Design Principles for High Speed Vehicle Suspensions based on Hunting Stability

C.H. Huang, J. Zeng, R. Luo, Y.J. Wang and N. Wu

Traction Power State Key Laboratory, Southwest Jiaotong University, Chengdu, China

Full Bibliographic Reference for this paper
C.H. Huang, J. Zeng, R. Luo, Y.J. Wang, N. Wu, "Design Principles for High Speed Vehicle Suspensions based on Hunting Stability", in J. Pombo, (Editor), "Proceedings of the First International Conference on Railway Technology: Research, Development and Maintenance", Civil-Comp Press, Stirlingshire, UK, Paper 58, 2012. doi:10.4203/ccp.98.58
Keywords: high speed vehicle, hunting stability, suspension parameter, equivalent conicity.

In the present work, a conventional four-axle high speed passenger car is considered to investigate the influence of critical parameters on running stability. It originates from a high speed passenger car in China operating with the maximum speed of 350km/h. In order to ensure safe operation of high speed vehicles without hunting instability, the influence of the primary suspension stiffness, equivalent conicity, yaw damper, suspension parameter of traction motor and emergency spring parameter have been analysed. At last, it comes to the conclusion of the design principles of vehicle suspensions.

The hunting stability is the most important problem which limits the maximum safe operating speed of high speed passenger cars. Such performance is primarily affected by the suspension parameters of the bogie and the wheel-rail contact. Many works have already been published in the area of vehicle stability but most simulation work is done using simplified models. The main purpose of this paper is to build a detailed high speed vehicle model to study the influence of suspension parameters on the hunting stability and to try to obtain general results.

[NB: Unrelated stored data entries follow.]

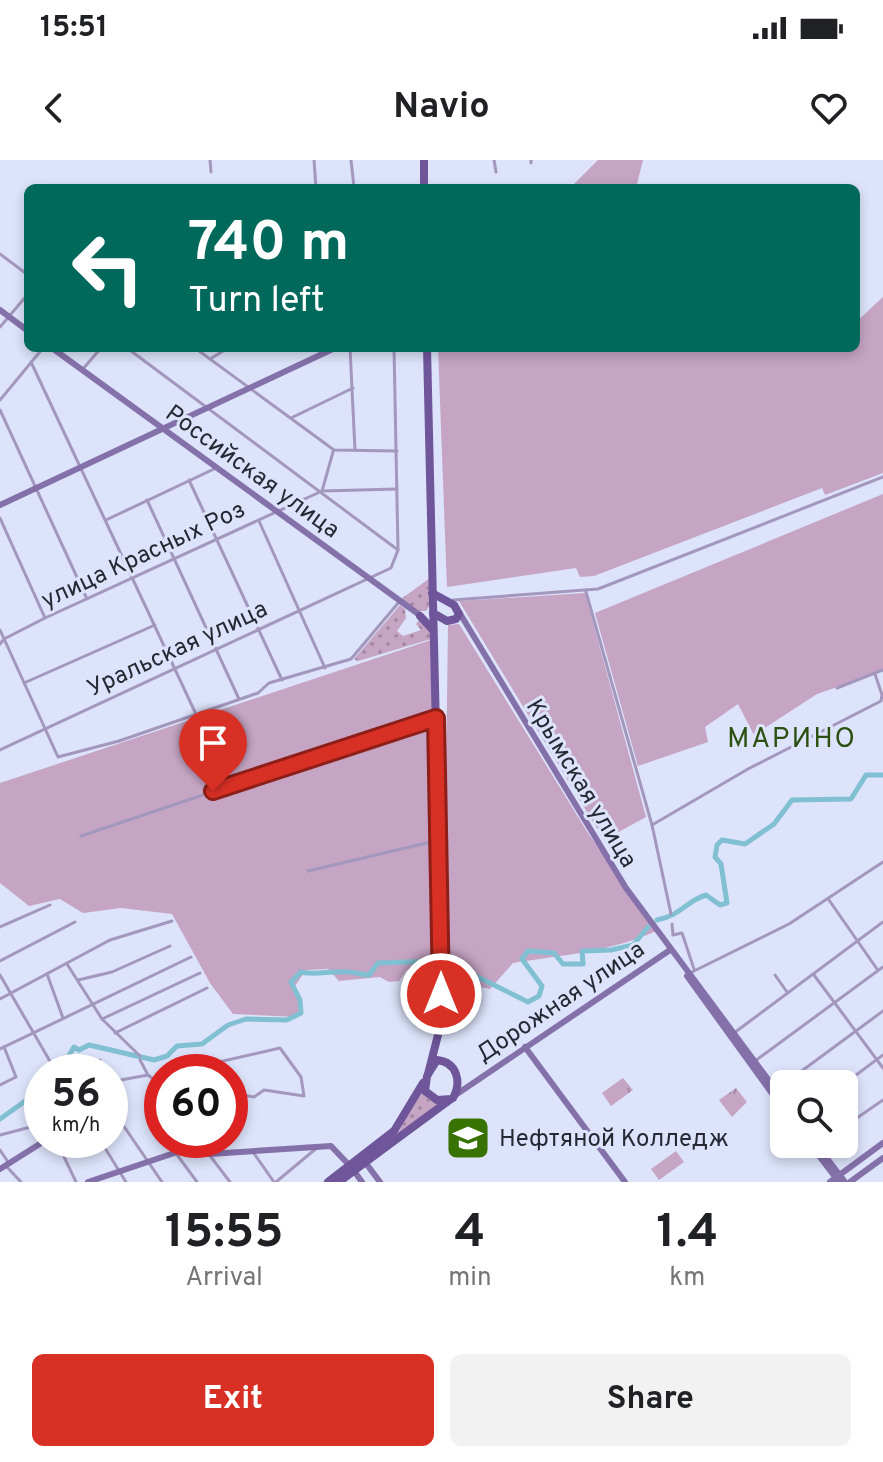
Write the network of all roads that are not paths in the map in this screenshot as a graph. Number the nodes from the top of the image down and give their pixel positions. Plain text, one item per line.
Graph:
1 (210, 160) edge
2 (314, 160) edge
3 (351, 160) edge
4 (424, 160) edge
5 (494, 160) edge
6 (211, 172) dead end
7 (496, 172) dead end
8 (316, 184) edge
9 (354, 184) edge
10 (424, 184) edge
11 (0, 254) edge
12 (24, 272) edge
13 (24, 299) edge
14 (0, 310) edge
15 (9, 317) junction
16 (0, 327) edge
17 (24, 328) edge
18 (40, 352) edge
19 (57, 352) edge
20 (98, 352) edge
21 (133, 352) edge
22 (200, 352) edge
23 (221, 352) edge
24 (326, 352) edge
25 (350, 352) edge
26 (394, 352) edge
27 (427, 352) edge
28 (210, 359) junction
29 (31, 362) junction
30 (82, 370) junction
31 (249, 388) junction
32 (353, 388) junction
33 (0, 400) edge
34 (210, 407) junction
35 (0, 410) edge
36 (291, 418) junction
37 (165, 429) junction
38 (334, 450) junction
39 (355, 450) junction
40 (397, 451) junction
41 (81, 467) junction
42 (217, 468) junction
43 (883, 477) edge
44 (189, 480) junction
45 (37, 487) junction
46 (398, 489) junction
47 (322, 491) junction
48 (147, 500) junction
49 (0, 505) edge
50 (278, 512) junction
51 (0, 518) edge
52 (106, 520) junction
53 (259, 520) junction
54 (216, 539) junction
55 (398, 550) junction
56 (174, 559) junction
57 (370, 578) junction
58 (134, 579) junction
59 (586, 592) junction
60 (432, 593) junction
61 (87, 599) junction
62 (399, 601) junction
63 (446, 601) junction
64 (457, 605) junction
65 (301, 611) junction
66 (418, 614) junction
67 (433, 614) junction
68 (45, 618) junction
69 (450, 621) junction
70 (155, 625) junction
71 (468, 628) junction
72 (0, 630) edge
73 (259, 630) junction
74 (434, 635) junction
75 (4, 639) junction
76 (0, 644) edge
77 (218, 649) junction
78 (325, 668) junction
79 (176, 669) junction
80 (883, 670) edge
81 (875, 674) junction
82 (282, 680) junction
83 (24, 683) junction
84 (837, 688) dead end
85 (239, 699) junction
86 (195, 712) junction
87 (436, 718) junction
88 (45, 730) junction
89 (0, 750) edge
90 (652, 825) junction
91 (81, 836) dead end
92 (439, 840) junction
93 (883, 862) edge
94 (308, 871) dead end
95 (829, 900) junction
96 (50, 905) dead end
97 (671, 914) dead end
98 (172, 921) dead end
99 (75, 922) dead end
100 (883, 922) edge
101 (672, 924) dead end
102 (0, 927) edge
103 (856, 942) junction
104 (170, 946) dead end
105 (671, 952) junction
106 (191, 957) dead end
107 (0, 961) edge
108 (66, 963) junction
109 (883, 967) edge
110 (878, 970) junction
111 (692, 971) junction
112 (200, 973) dead end
113 (813, 973) junction
114 (47, 974) junction
115 (0, 975) edge
116 (775, 975) dead end
117 (78, 980) junction
118 (207, 988) dead end
119 (787, 992) junction
120 (11, 993) junction
121 (0, 999) edge
122 (835, 1003) junction
123 (91, 1005) junction
124 (883, 1011) edge
125 (63, 1018) junction
126 (102, 1019) junction
127 (439, 1031) junction
128 (856, 1031) junction
129 (34, 1032) junction
130 (115, 1033) junction
131 (734, 1033) junction
132 (525, 1047) junction
133 (742, 1047) junction
134 (2, 1048) edge
135 (46, 1054) edge
136 (248, 1055) edge
137 (883, 1055) edge
138 (877, 1059) junction
139 (755, 1061) junction
140 (144, 1066) edge
141 (452, 1067) junction
142 (883, 1068) edge
143 (803, 1070) edge
144 (858, 1073) edge
145 (427, 1075) junction
146 (770, 1081) edge
147 (472, 1084) junction
148 (0, 1085) edge
149 (770, 1089) edge
150 (248, 1096) edge
151 (452, 1098) junction
152 (883, 1100) edge
153 (858, 1117) edge
154 (24, 1129) edge
155 (128, 1133) edge
156 (0, 1135) edge
157 (883, 1143) edge
158 (318, 1147) junction
159 (0, 1150) edge
160 (377, 1150) junction
161 (248, 1151) edge
162 (253, 1152) junction
163 (24, 1153) edge
164 (65, 1158) edge
165 (110, 1158) edge
166 (156, 1158) edge
167 (179, 1158) edge
168 (212, 1158) edge
169 (822, 1158) edge
170 (827, 1158) edge
171 (883, 1158) edge
172 (363, 1160) junction
173 (147, 1161) junction
174 (4, 1165) edge
175 (352, 1168) junction
176 (118, 1171) junction
177 (17, 1177) junction
178 (840, 1180) edge
179 (11, 1182) edge
180 (21, 1182) edge
181 (76, 1182) edge
182 (88, 1182) edge
183 (126, 1182) edge
184 (162, 1182) edge
185 (197, 1182) edge
186 (230, 1182) edge
187 (275, 1182) edge
188 (328, 1182) edge
189 (339, 1182) edge
190 (362, 1182) edge
191 (380, 1182) edge
192 (625, 1182) edge

1 - 6 street
2 - 8 street
3 - 9 street
4 - 10 main road
5 - 7 street
11 - 12 street
13 - 15 street
14 - 15 main road
15 - 16 street
15 - 17 main road
18 - 29 street
19 - 30 main road, Российская улица
20 - 30 street
21 - 34 street
22 - 28 street
23 - 28 street
24 - 31 main road
25 - 32 street
26 - 40 street
27 - 60 main road
28 - 31 street
29 - 33 street
29 - 41 street
30 - 37 main road, Российская улица
31 - 34 main road
31 - 36 street
32 - 36 street
32 - 39 street
34 - 37 main road
34 - 47 street
35 - 45 street
36 - 38 street
37 - 41 main road
37 - 42 main road, Российская улица
38 - 39 street
38 - 47 street
39 - 40 street
40 - 46 street
41 - 45 main road
41 - 52 street
42 - 44 street
42 - 50 main road, Российская улица
43 - 59 street
44 - 48 street
44 - 54 street
45 - 49 main road
45 - 61 street
46 - 47 street, улица Красных Роз
46 - 55 street
47 - 50 street, улица Красных Роз
47 - 55 street
48 - 52 street
48 - 56 street
50 - 53 street, улица Красных Роз
50 - 57 main road, Российская улица
51 - 68 street
52 - 58 street
53 - 54 street, улица Красных Роз
53 - 65 street
54 - 56 street, улица Красных Роз
54 - 73 street
55 - 57 street, Уральская улица
56 - 58 street, улица Красных Роз
56 - 77 street
57 - 62 main road, Российская улица
57 - 65 street, Уральская улица
58 - 61 street, улица Красных Роз
58 - 70 street
59 - 64 street
59 - 90 street
60 - 63 main road
60 - 67 main road
61 - 68 street, улица Красных Роз
62 - 66 main road, Российская улица
62 - 78 street
63 - 64 main road
63 - 67 main road
64 - 69 main road
64 - 71 main road, Крымская улица
65 - 73 street, Уральская улица
65 - 78 street
66 - 67 main road
66 - 67 main road, Российская улица
66 - 74 main road
67 - 69 main road
67 - 74 main road
68 - 75 street, улица Красных Роз
69 - 71 main road
69 - 74 main road
70 - 79 street
70 - 83 street
71 - 105 main road, Крымская улица
72 - 75 street
73 - 77 street, Уральская улица
73 - 82 street
74 - 87 main road
75 - 76 street, улица Красных Роз
75 - 83 street
77 - 79 street, Уральская улица
77 - 85 street
78 - 82 street
79 - 86 street
79 - 88 street, Уральская улица
80 - 81 street
81 - 84 street
81 - 90 street
82 - 85 street
83 - 88 street
85 - 86 street
86 - 88 street
87 - 91 street
87 - 92 main road
88 - 89 street, Уральская улица
90 - 97 street
92 - 94 street
92 - 127 main road
93 - 95 street
95 - 103 street
95 - 111 street
96 - 102 street
98 - 108 street
99 - 107 street
100 - 103 street
101 - 111 street
103 - 110 street
103 - 113 street
104 - 117 street
105 - 111 main road
105 - 132 main road, Дорожная улица
105 - 133 main road
106 - 123 street
108 - 114 street
108 - 117 street
109 - 110 street
110 - 122 street
111 - 131 main road
112 - 126 street
113 - 119 street
113 - 122 street
114 - 120 street
114 - 125 street
115 - 120 street
116 - 119 street
117 - 123 street
118 - 130 street
119 - 131 street
120 - 121 street
120 - 129 street
122 - 128 street
122 - 139 street
123 - 125 street
123 - 126 street
124 - 128 street
125 - 129 street
126 - 130 street
127 - 141 main road, Дорожная улица
127 - 145 main road, Дорожная улица
128 - 138 street
128 - 143 street
129 - 134 street
129 - 135 street
130 - 140 street
131 - 133 main road
132 - 147 main road, Дорожная улица
132 - 192 main road
133 - 139 main road
133 - 149 main road
134 - 148 street
136 - 150 street
137 - 138 street
138 - 142 street
138 - 144 street
139 - 146 main road
141 - 145 main road
141 - 147 main road, Дорожная улица
141 - 151 main road
145 - 151 main road
145 - 160 main road, Дорожная улица
147 - 151 main road, Дорожная улица
151 - 160 main road, Дорожная улица
152 - 153 street
154 - 156 street
155 - 173 street
157 - 178 main road
158 - 162 main road
158 - 175 main road
158 - 187 street
159 - 174 street
160 - 172 main road, Дорожная улица
161 - 162 main road
162 - 187 street
163 - 174 main road
164 - 181 street
165 - 176 street
166 - 173 main road
167 - 185 street
168 - 186 street
169 - 178 main road
170 - 178 main road
171 - 178 main road
172 - 175 main road, Дорожная улица
172 - 191 main road
173 - 176 main road
173 - 184 street
174 - 177 street
175 - 188 main road, Дорожная улица
175 - 189 main road, Дорожная улица
175 - 190 main road
176 - 182 main road
176 - 183 street
177 - 179 street
177 - 180 street

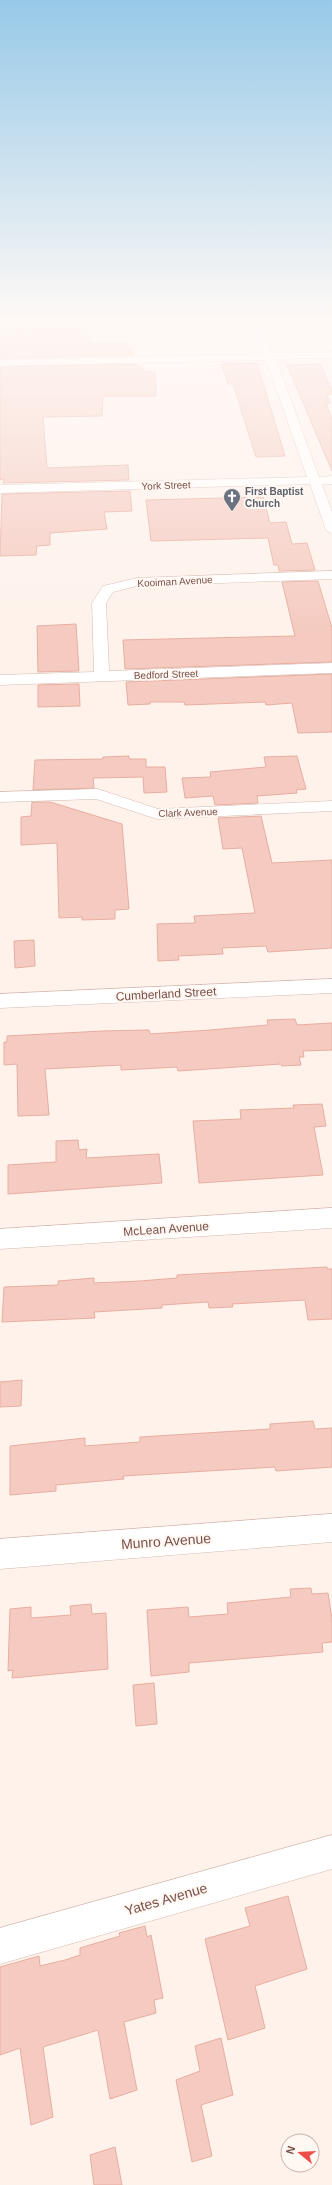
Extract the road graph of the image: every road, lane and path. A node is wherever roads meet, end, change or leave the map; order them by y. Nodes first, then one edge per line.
1 (295, 425) edge
2 (315, 480) junction
3 (332, 480) edge
4 (0, 489) edge
5 (332, 530) edge
6 (332, 574) edge
7 (332, 668) edge
8 (102, 676) junction
9 (0, 680) edge
10 (0, 797) edge
11 (332, 806) edge
12 (332, 986) edge
13 (0, 1001) edge
14 (332, 1218) edge
15 (0, 1239) edge
16 (332, 1528) edge
17 (0, 1554) edge
18 (332, 1852) edge
19 (0, 1946) edge

1 - 2 street
2 - 3 street, York Street
2 - 4 street, York Street
2 - 5 street
6 - 8 street, Kooiman Avenue
7 - 8 street, Bedford Street
8 - 9 street, Bedford Street
10 - 11 street, Clark Avenue
12 - 13 street, Cumberland Street
14 - 15 street, McLean Avenue
16 - 17 street, Munro Avenue
18 - 19 street, Yates Avenue

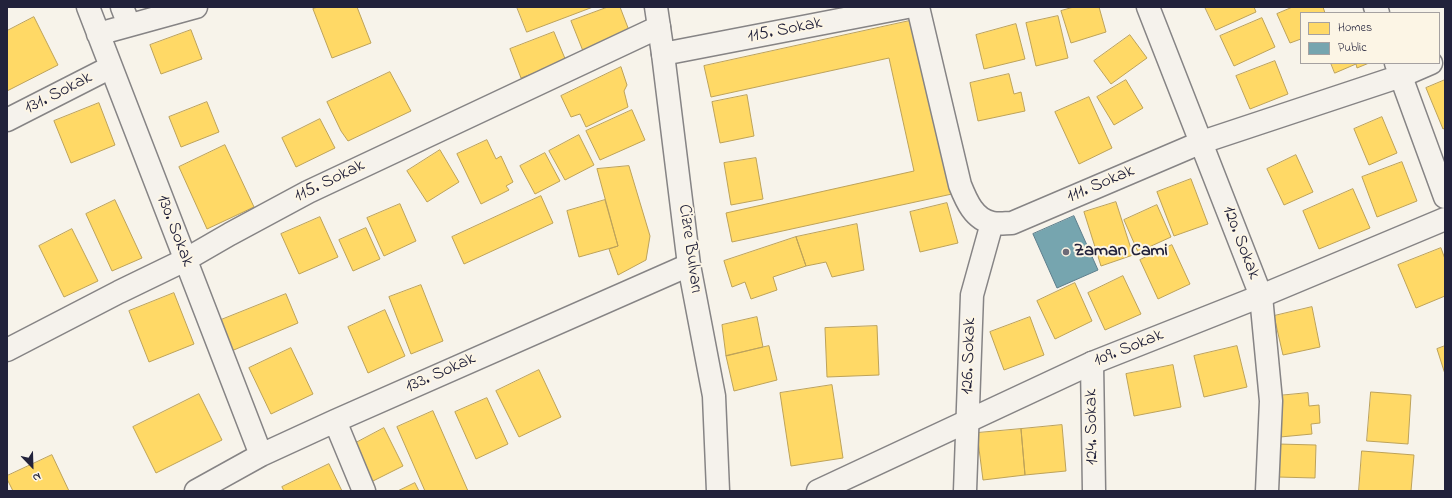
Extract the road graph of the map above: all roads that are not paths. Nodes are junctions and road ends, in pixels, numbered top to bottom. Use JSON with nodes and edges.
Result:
{"nodes":[{"id":1,"x":88,"y":7,"type":"edge"},
{"id":2,"x":196,"y":7,"type":"edge"},
{"id":3,"x":907,"y":7,"type":"edge"},
{"id":4,"x":918,"y":7,"type":"edge"},
{"id":5,"x":1148,"y":7,"type":"edge"},
{"id":6,"x":126,"y":16,"type":"edge"},
{"id":7,"x":658,"y":17,"type":"edge"},
{"id":8,"x":98,"y":34,"type":"junction"},
{"id":9,"x":663,"y":54,"type":"junction"},
{"id":10,"x":1426,"y":64,"type":"edge"},
{"id":11,"x":111,"y":67,"type":"junction"},
{"id":12,"x":1399,"y":69,"type":"edge"},
{"id":13,"x":7,"y":120,"type":"edge"},
{"id":14,"x":1202,"y":142,"type":"junction"},
{"id":15,"x":1445,"y":196,"type":"edge"},
{"id":16,"x":1445,"y":219,"type":"edge"},
{"id":17,"x":992,"y":223,"type":"junction"},
{"id":18,"x":185,"y":260,"type":"junction"},
{"id":19,"x":689,"y":265,"type":"junction"},
{"id":20,"x":1261,"y":296,"type":"junction"},
{"id":21,"x":7,"y":350,"type":"edge"},
{"id":22,"x":1092,"y":362,"type":"junction"},
{"id":23,"x":335,"y":421,"type":"junction"},
{"id":24,"x":967,"y":421,"type":"junction"},
{"id":25,"x":261,"y":455,"type":"junction"},
{"id":26,"x":196,"y":491,"type":"edge"},
{"id":27,"x":364,"y":491,"type":"edge"},
{"id":28,"x":718,"y":491,"type":"edge"},
{"id":29,"x":818,"y":491,"type":"edge"},
{"id":30,"x":965,"y":491,"type":"edge"},
{"id":31,"x":1094,"y":491,"type":"edge"},
{"id":32,"x":1267,"y":491,"type":"edge"}],
"edges":[{"from":1,"to":8,"type":"street","name":"130. Sokak"},
{"from":2,"to":6,"type":"street"},
{"from":3,"to":9,"type":"street","name":"115. Sokak"},
{"from":4,"to":17,"type":"street"},
{"from":5,"to":14,"type":"street","name":"120. Sokak"},
{"from":6,"to":8,"type":"street"},
{"from":7,"to":9,"type":"street","name":"Cizre Bulvarı"},
{"from":7,"to":18,"type":"street","name":"115. Sokak"},
{"from":8,"to":11,"type":"street","name":"130. Sokak"},
{"from":9,"to":19,"type":"street","name":"Cizre Bulvarı"},
{"from":10,"to":12,"type":"street","name":"111. Sokak"},
{"from":11,"to":13,"type":"street","name":"131. Sokak"},
{"from":11,"to":18,"type":"street","name":"130. Sokak"},
{"from":12,"to":14,"type":"street","name":"111. Sokak"},
{"from":12,"to":15,"type":"street"},
{"from":14,"to":17,"type":"street","name":"111. Sokak"},
{"from":14,"to":20,"type":"street","name":"120. Sokak"},
{"from":16,"to":20,"type":"street","name":"109. Sokak"},
{"from":17,"to":24,"type":"street","name":"126. Sokak"},
{"from":18,"to":21,"type":"street","name":"115. Sokak"},
{"from":18,"to":25,"type":"street","name":"130. Sokak"},
{"from":19,"to":23,"type":"street","name":"133. Sokak"},
{"from":19,"to":28,"type":"street","name":"Cizre Bulvarı"},
{"from":20,"to":22,"type":"street","name":"109. Sokak"},
{"from":20,"to":32,"type":"street","name":"120. Sokak"},
{"from":22,"to":24,"type":"street","name":"109. Sokak"},
{"from":22,"to":31,"type":"street","name":"124. Sokak"},
{"from":23,"to":25,"type":"street","name":"133. Sokak"},
{"from":23,"to":27,"type":"street"},
{"from":24,"to":29,"type":"street","name":"109. Sokak"},
{"from":24,"to":30,"type":"street","name":"126. Sokak"},
{"from":25,"to":26,"type":"street","name":"133. Sokak"}]}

The numerical simulation results show that suspension parameters should be designed using the following principles: For an adequate hunting stability the optimal match between the primary longitudinal stiffness and the primary lateral stiffness exists in a narrow L-shaped band. With an increase in the values of equivalent conicity, an L-shaped band moves in the direction of the high primary suspension stiffness. In order to assure a high stability both in new and worn wheel-rail conditions, an appropriate stiff primary longitudinal suspension should be adopted.

There is an optimum series stiffness for the yaw damper which can assure that the vehicle achieves maximum stability. The yaw damper series stiffness in the rigid bogie vehicle should be less than that in the flexible bogie vehicle to achieve a maximum critical speed.

It is the lateral motion of the traction motor that has a large influence on the hunting stability, while the yaw motion of the traction motor has little influence on it. The highest critical speed is obtained with a traction motor flexible suspension. To achieve a high critical speed for the bogie with flexible motor suspension, the stiffer the primary longitudinal suspension is, the lower the motor lateral frequency should be assured. Careful selection of the motor lateral frequency and damping ratio should be ensured, otherwise the critical speed in the traction motor flexible suspension may be lower than that in the motor rigid suspension.

The highest critical speed is obtained with the horizontal stiffness of an emergency spring of the order of magnitude of 0.1MN/m, and an optimal horizontal stiffness of the emergency spring can ensure a stable operation at 350km/h. In this condition, the friction coefficient has a great effect on the critical speed, the larger the friction coefficient the larger the critical speed. When the horizontal stiffness of the emergency spring approaches an order of magnitude of 10MN/m, the critical speed of vehicle can achieve 250km/h, and in this condition the friction coefficient has a little effect on the critical speed.